China Society News:
We learned that after the outbreak, nursing homes in Wuhan generally faced a shortage of nursing staff. Most of the nursing staff members currently on the job have been working continuously for more than 40 days. The overwork and high pressure has left them physically and mentally exhausted. We saw in the notice regarding the improvement of civil service agencies' epidemic prevention and control work, that there was a requirement to increase staffing. How does the Ministry of Civil Affairs implement these requirements to solve this problem? Thank you.
I will refer this question to Mr. Yu Jianliang, director of the Department of Elderly Care.
You may be familiar or unfamiliar with the work of elderly care workers. There are more than 2 million elderly people living in around 40,000 nursing homes across country. However, there are only 370,000 workers, among which only 200,000 are caregivers. Consequentially, their workload is large and the amount of services they must provide is also very large. A nurse has to work around the clock. On average, and a nurse needs to serve around 10 elderly people, many of whom are disabled and suffer from dementia. Therefore, from the perspective of daily life care, a nurse has to take care of meal preparation and personal care, which is a tiring and stressful job. At the same time, we also find that their salaries are not high enough. In fact, before the outbreak, there was already a shortage of nursing care staff across the country.

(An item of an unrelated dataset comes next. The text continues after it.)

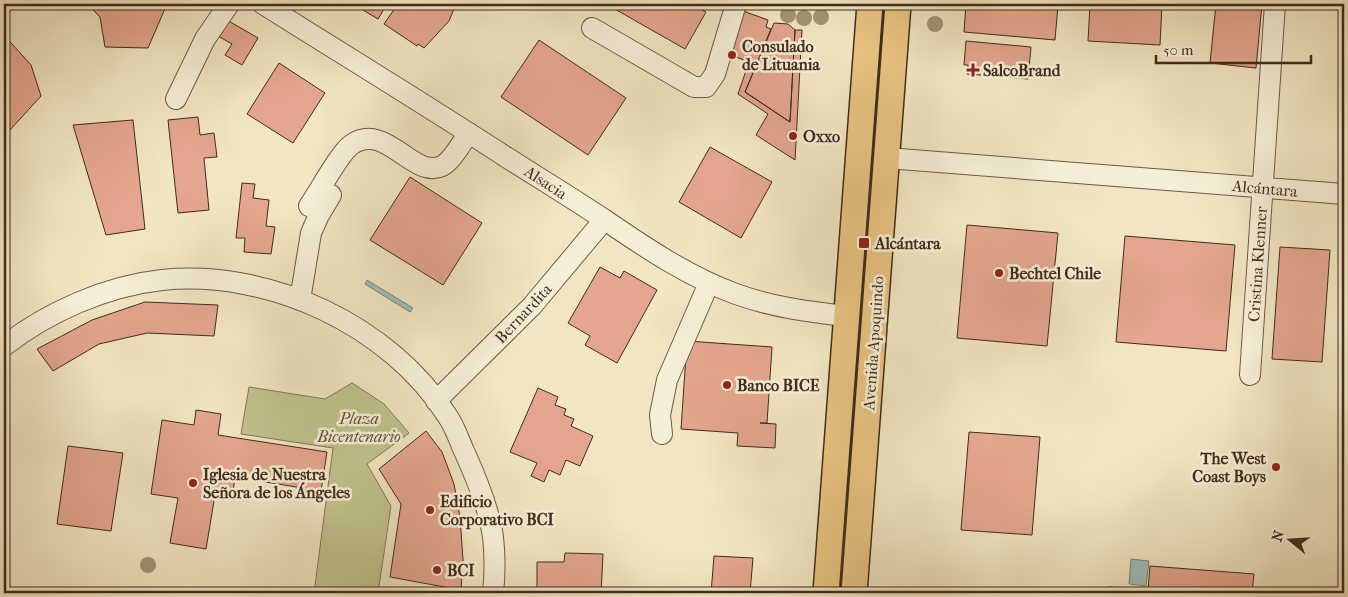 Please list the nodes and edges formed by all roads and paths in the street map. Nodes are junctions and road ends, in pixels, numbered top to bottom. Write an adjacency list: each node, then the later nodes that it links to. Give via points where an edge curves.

After the outbreak, some nurses who were on vacation for Spring Festival couldn't return to their posts, which resulted in even fewer nurses. Another reason is that after some nursing homes were quarantined, nurses were required to live in their nursing homes. These nurses have basically been on the job from then on, which has caused an even greater workload than before the epidemic. The situation in Wuhan is even worse. There are currently more than 20,000 elderly people in Wuhan's elderly care institutions, but there are just over 3,000 nursing staff. Coupled with the chance of the nursing staff becoming infected or quarantined, the existing manpower is even more inadequate. There is a serious scarcity of care providers in Wuhan.
After the elderly care institutions were put into lockdown, nurses throughout the country, especially those in Wuhan, have selflessly worked day and night and been highly dedicated. We are very touched by their current status and work ethic, and we salute them for their hard work during this time. In response to the human resource shortages, the Ministry of Civil Affairs has taken the following measures to alleviate the shortage of nurses at nursing homes across the country, especially for Wuhan.
First, for Wuhan, the Ministry of Civil Affairs has organized and coordinated cross-regional nurse aid. The Ministry of Civil Affairs coordinated and organized 118 staff from three other provinces to come to Wuhan. As for inter-provincial support, Hubei province also organized for 50 nurses from another 4 cities and prefectures to come and support Wuhan. We now have a total of 168 extra nursing staff who have come to our aid. Despite the severity of the epidemic in Wuhan, they quickly came here to work regardless of their own safety and security. We were very moved by their spirit of providing aid without considering the conditions and remuneration.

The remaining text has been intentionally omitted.